Dans le cadre de la présidence canadienne du G7, le Premier ministre Justin Trudeau a décidé de faire de l’égalité femmes hommes un thème transversal à infuser dans tous les débats. Que l’on parle de changement climatique, d’emploi ou de problèmes de sécurité, il faut aussi analyser ces sujets au regard de cet objectif d’égalité des sexes et des genres. C’est ainsi qu’a vu le jour le Conseil consultatif sur l’égalité des sexes pour la présidence du G7, coprésidé par Melinda Gates et par l’ambassadrice du Canada en France, Isabelle Hudon et qui rassemble des membres admirables, à l’instar de Malala. J’ai l’honneur d’en faire partie, d’autant que je suis le seul homme, aux côtés d’universitaires, de chercheuses, de femmes politiques, de dirigeantes d’entreprises et d’activistes, à prendre part à un moment historique, de transition.

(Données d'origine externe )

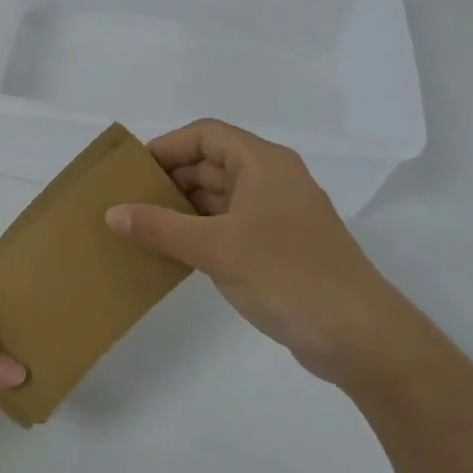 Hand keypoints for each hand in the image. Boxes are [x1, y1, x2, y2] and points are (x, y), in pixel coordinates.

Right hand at [106, 120, 419, 387]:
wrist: (360, 337)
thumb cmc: (288, 275)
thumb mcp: (216, 248)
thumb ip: (160, 228)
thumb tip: (112, 212)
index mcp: (263, 163)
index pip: (205, 135)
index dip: (167, 146)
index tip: (133, 171)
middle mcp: (271, 180)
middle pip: (211, 163)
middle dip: (170, 178)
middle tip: (128, 200)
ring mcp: (277, 214)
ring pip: (219, 196)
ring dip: (182, 207)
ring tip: (141, 226)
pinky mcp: (278, 246)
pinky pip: (229, 224)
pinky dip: (200, 230)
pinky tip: (172, 250) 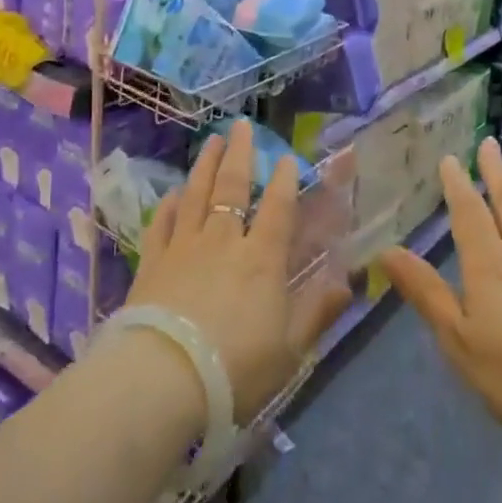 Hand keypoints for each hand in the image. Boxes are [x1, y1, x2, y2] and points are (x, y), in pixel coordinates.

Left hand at [124, 120, 350, 422]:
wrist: (164, 377)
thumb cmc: (236, 368)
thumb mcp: (290, 350)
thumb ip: (317, 312)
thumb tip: (348, 282)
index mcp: (262, 259)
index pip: (277, 209)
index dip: (284, 181)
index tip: (287, 157)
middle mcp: (223, 241)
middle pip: (232, 187)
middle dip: (240, 154)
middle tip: (241, 125)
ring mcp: (184, 246)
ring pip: (196, 194)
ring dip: (206, 165)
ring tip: (212, 141)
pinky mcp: (153, 260)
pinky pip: (162, 223)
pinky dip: (168, 205)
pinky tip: (172, 193)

L’Islande est devenue le premier pays à voter une loi rendant obligatoire l’égalité salariale entre hommes et femmes. Tous les pays devraient-ils faire la même chose ?

Absolument, sans l’ombre d’un doute ! Des années durant, le discours politique général a consisté à dire qu’il ne fallait pas imposer l’égalité salariale par la contrainte de la loi, que ce devait être une démarche volontaire, mais ça n’a jamais fonctionné. Les bonnes intentions ne suffisent pas. C’est pourquoi un texte de loi permet de donner la juste impulsion qui non seulement a un effet économique concret, mais permet également d’accompagner l’évolution des mentalités. Il peut tout à fait ne s’agir que d’une législation à durée limitée, qui permet d’envoyer un signal fort, d’accompagner le progrès par la loi pour instiller un changement, une évolution de la société, de sorte que le texte ne soit à terme plus nécessaire. Cela ne devrait même pas être un sujet de débat : à travail égal, femmes et hommes devraient gagner le même salaire, point final.